* _Problem to solve_
Wherever a picture appears in the data below, omit it, and restate everything else word for word.

* _Task data_
● ● ●
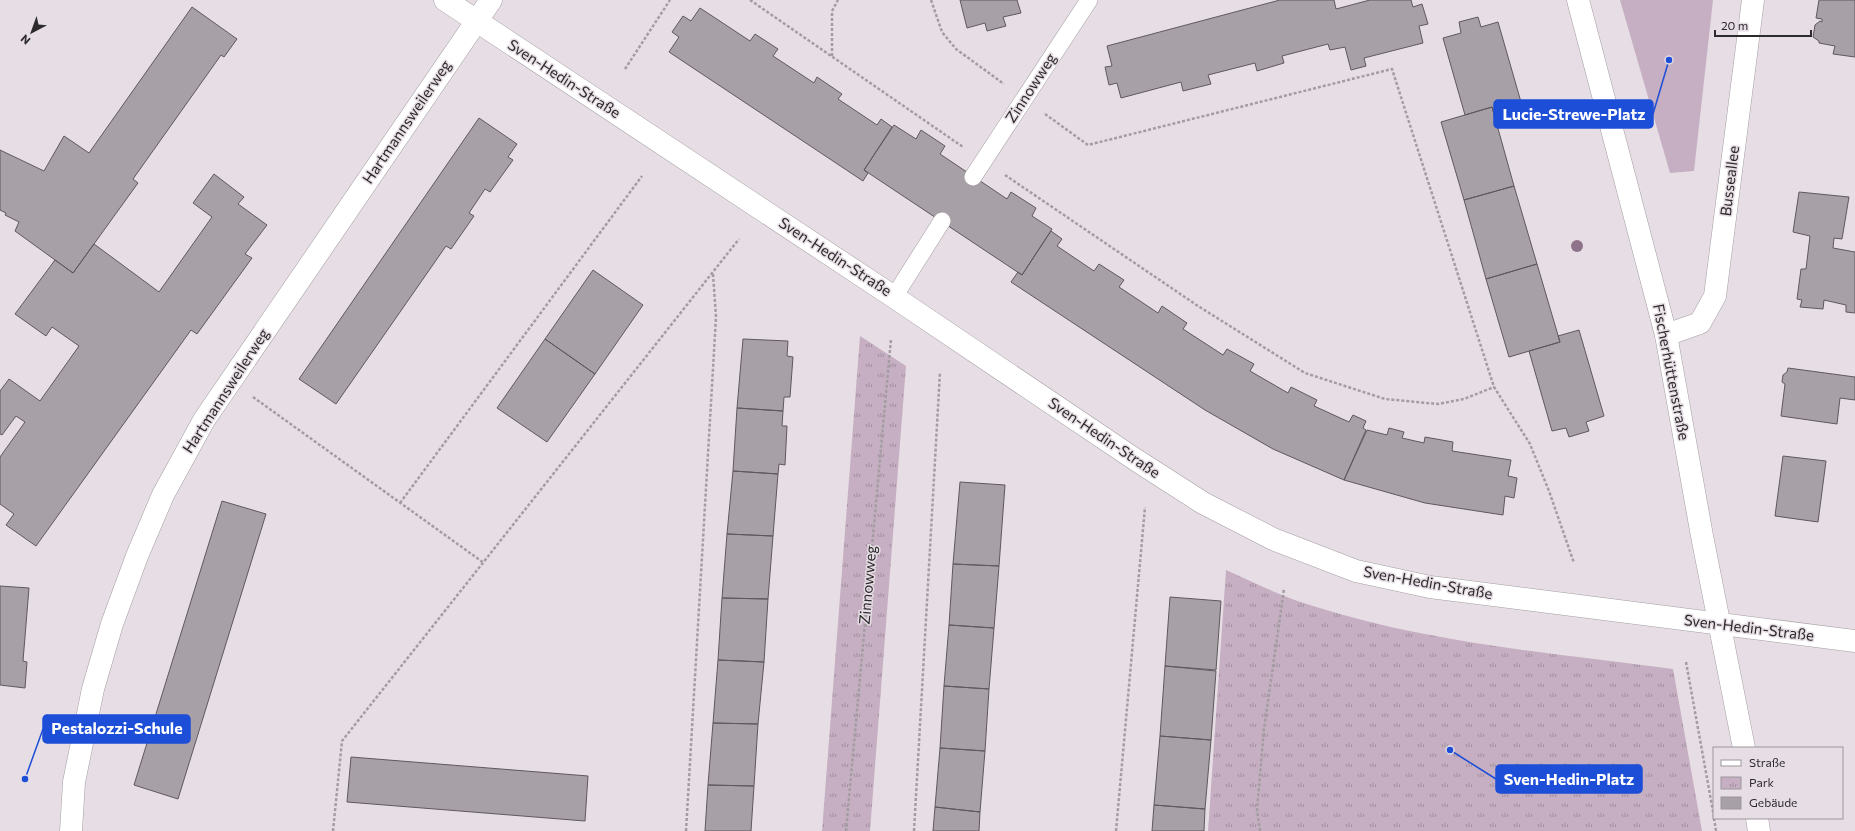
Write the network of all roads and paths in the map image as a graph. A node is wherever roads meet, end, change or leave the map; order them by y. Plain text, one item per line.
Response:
1 (446, 0) edge
2 (491, 0) edge
3 (670, 0) edge
4 (750, 0) edge
5 (838, 0) edge
6 (931, 0) edge
7 (1089, 0) edge
8 (1578, 0) edge
9 (1753, 0) edge
10 (476, 21) junction
11 (832, 56) junction
12 (624, 68) dead end
13 (1024, 99) junction
14 (983, 161) junction
15 (642, 176) dead end
16 (973, 177) dead end
17 (942, 221) dead end
18 (739, 239) dead end
19 (713, 274) junction
20 (894, 297) junction
21 (1666, 335) junction
22 (891, 339) dead end
23 (940, 372) dead end
24 (1494, 387) junction
25 (251, 395) dead end
26 (400, 503) junction
27 (1145, 507) dead end
28 (484, 563) junction
29 (1574, 563) dead end
30 (1284, 589) dead end
31 (1720, 624) junction
32 (1855, 641) edge
33 (1686, 662) dead end
34 (1744, 747) edge
35 (1713, 812) edge
36 (1714, 819) edge
37 (1756, 819) edge
38 (71, 831) edge
39 (333, 831) edge
40 (686, 831) edge
41 (846, 831) edge
42 (914, 831) edge
43 (1116, 831) edge
44 (1260, 831) edge
45 (1716, 831) edge
46 (1759, 831) edge

1 - 10 street, Sven-Hedin-Straße
2 - 10 street, Hartmannsweilerweg
3 - 12 path
4 - 11 path
5 - 11 path
6 - 13 path
7 - 13 lane, Zinnowweg
8 - 21 street, Fischerhüttenstraße
9 - 21 street, Busseallee
10 - 20 street, Sven-Hedin-Straße
10 - 38 street, Hartmannsweilerweg
11 - 14 path
13 - 14 lane, Zinnowweg
13 - 24 path
14 - 16 lane, Zinnowweg
14 - 24 path
15 - 26 path
17 - 20 lane
18 - 19 path
19 - 28 path
19 - 40 path
20 - 31 street, Sven-Hedin-Straße
21 - 31 street, Fischerhüttenstraße
22 - 41 path, Zinnowweg
23 - 42 path
24 - 29 path
25 - 26 path
26 - 28 path
27 - 43 path
28 - 39 path
30 - 44 path
31 - 32 street, Sven-Hedin-Straße
31 - 34 street, Fischerhüttenstraße
33 - 35 path
36 - 45 path
37 - 46 street

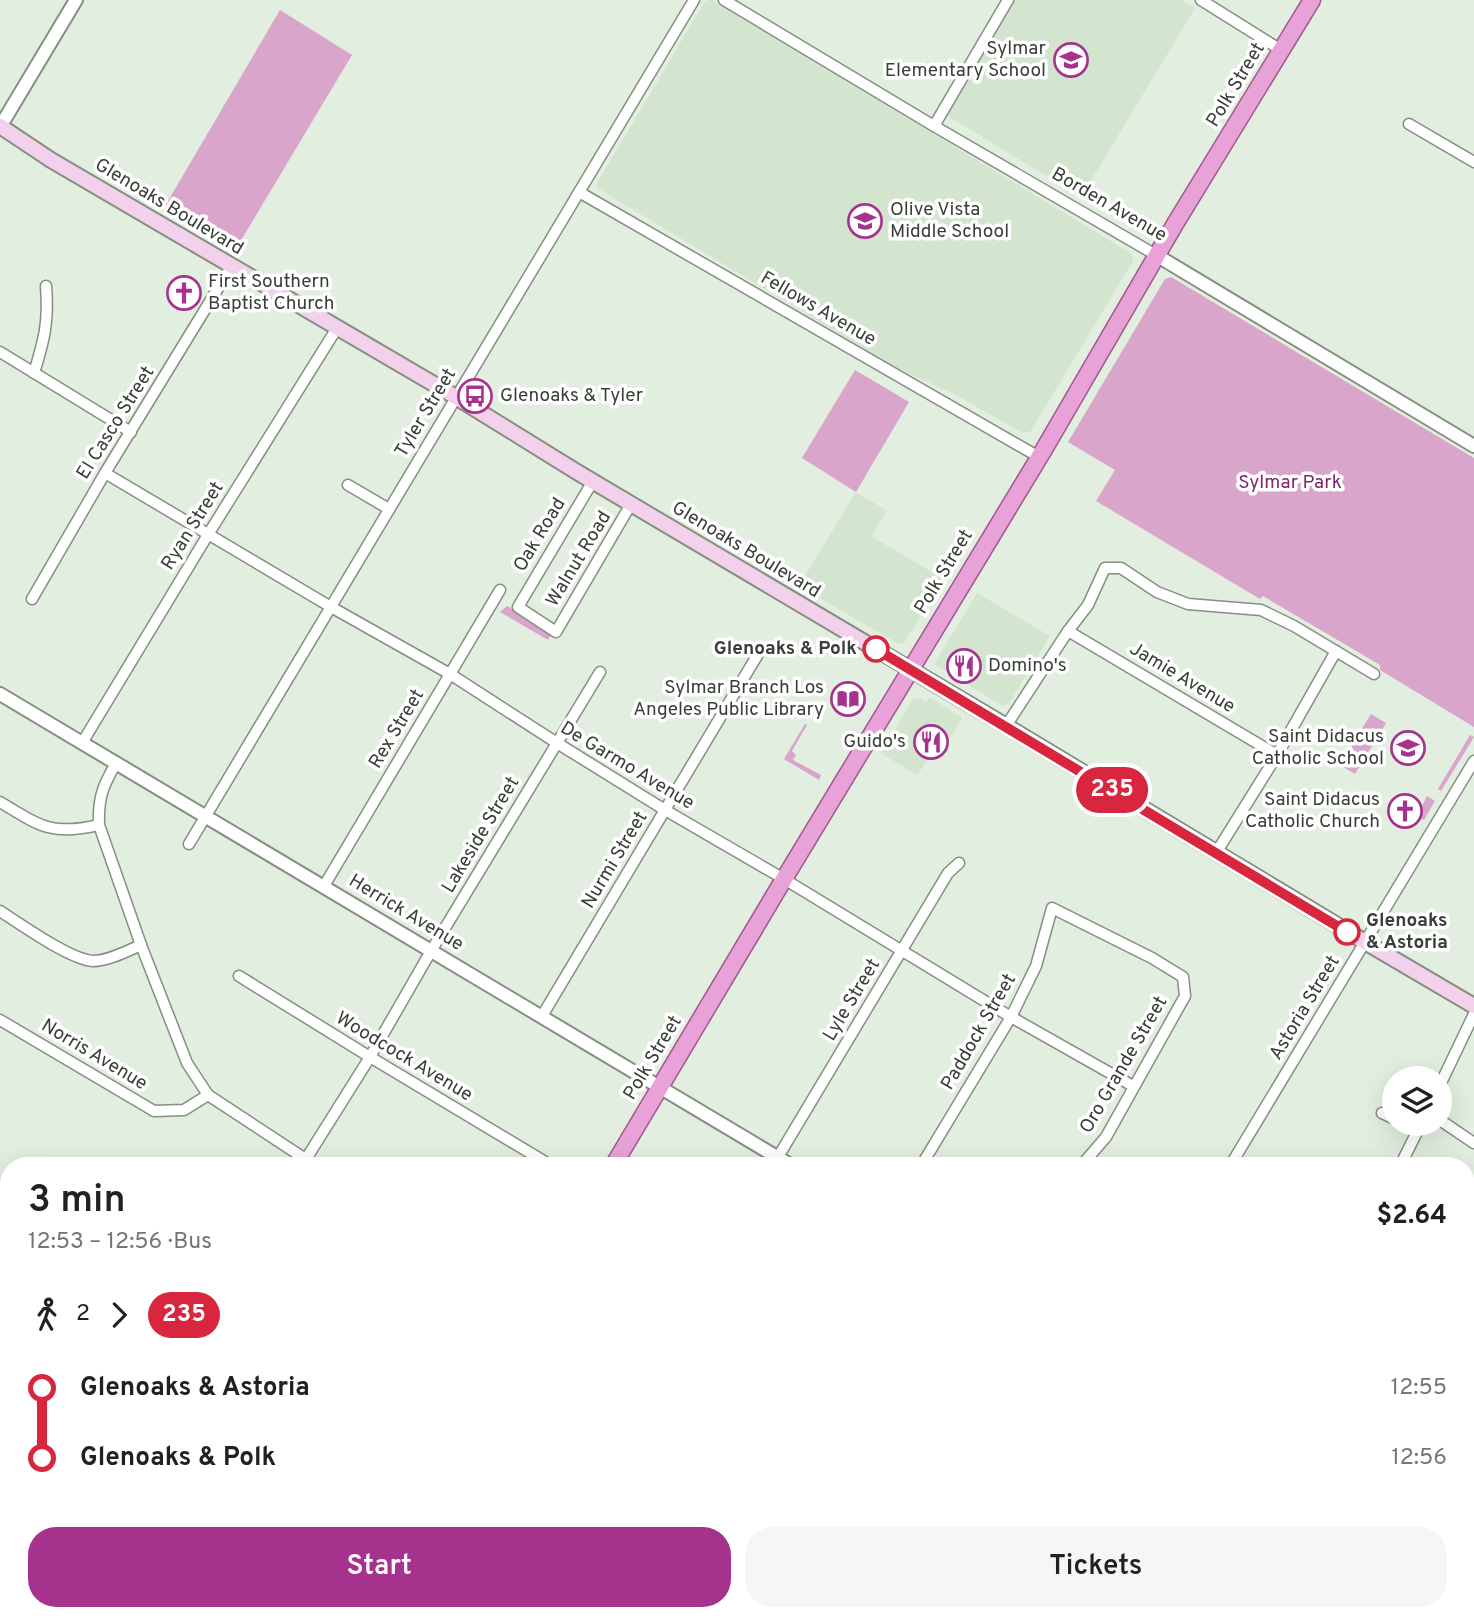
● ● ●
* _Exercise response_
Write the network of all roads and paths in the map image as a graph. A node is wherever roads meet, end, change or leave the map; order them by y. Plain text, one item per line.
Response:
1 (446, 0) edge
2 (491, 0) edge
3 (670, 0) edge
4 (750, 0) edge
5 (838, 0) edge
6 (931, 0) edge
7 (1089, 0) edge
8 (1578, 0) edge
9 (1753, 0) edge
10 (476, 21) junction
11 (832, 56) junction
12 (624, 68) dead end
13 (1024, 99) junction
14 (983, 161) junction
15 (642, 176) dead end
16 (973, 177) dead end
17 (942, 221) dead end
18 (739, 239) dead end
19 (713, 274) junction
20 (894, 297) junction
21 (1666, 335) junction
22 (891, 339) dead end
23 (940, 372) dead end
24 (1494, 387) junction
25 (251, 395) dead end
26 (400, 503) junction
27 (1145, 507) dead end
28 (484, 563) junction
29 (1574, 563) dead end
30 (1284, 589) dead end
31 (1720, 624) junction
32 (1855, 641) edge
33 (1686, 662) dead end
34 (1744, 747) edge
35 (1713, 812) edge
36 (1714, 819) edge
37 (1756, 819) edge
38 (71, 831) edge
39 (333, 831) edge
40 (686, 831) edge
41 (846, 831) edge
42 (914, 831) edge
43 (1116, 831) edge
44 (1260, 831) edge
45 (1716, 831) edge
46 (1759, 831) edge

1 - 10 street, Sven-Hedin-Straße
2 - 10 street, Hartmannsweilerweg
3 - 12 path
4 - 11 path
5 - 11 path
6 - 13 path
7 - 13 lane, Zinnowweg
8 - 21 street, Fischerhüttenstraße
9 - 21 street, Busseallee
10 - 20 street, Sven-Hedin-Straße
10 - 38 street, Hartmannsweilerweg
11 - 14 path
13 - 14 lane, Zinnowweg
13 - 24 path
14 - 16 lane, Zinnowweg
14 - 24 path
15 - 26 path
17 - 20 lane
18 - 19 path
19 - 28 path
19 - 40 path
20 - 31 street, Sven-Hedin-Straße
21 - 31 street, Fischerhüttenstraße
22 - 41 path, Zinnowweg
23 - 42 path
24 - 29 path
25 - 26 path
26 - 28 path
27 - 43 path
28 - 39 path
30 - 44 path
31 - 32 street, Sven-Hedin-Straße
31 - 34 street, Fischerhüttenstraße
33 - 35 path
36 - 45 path
37 - 46 street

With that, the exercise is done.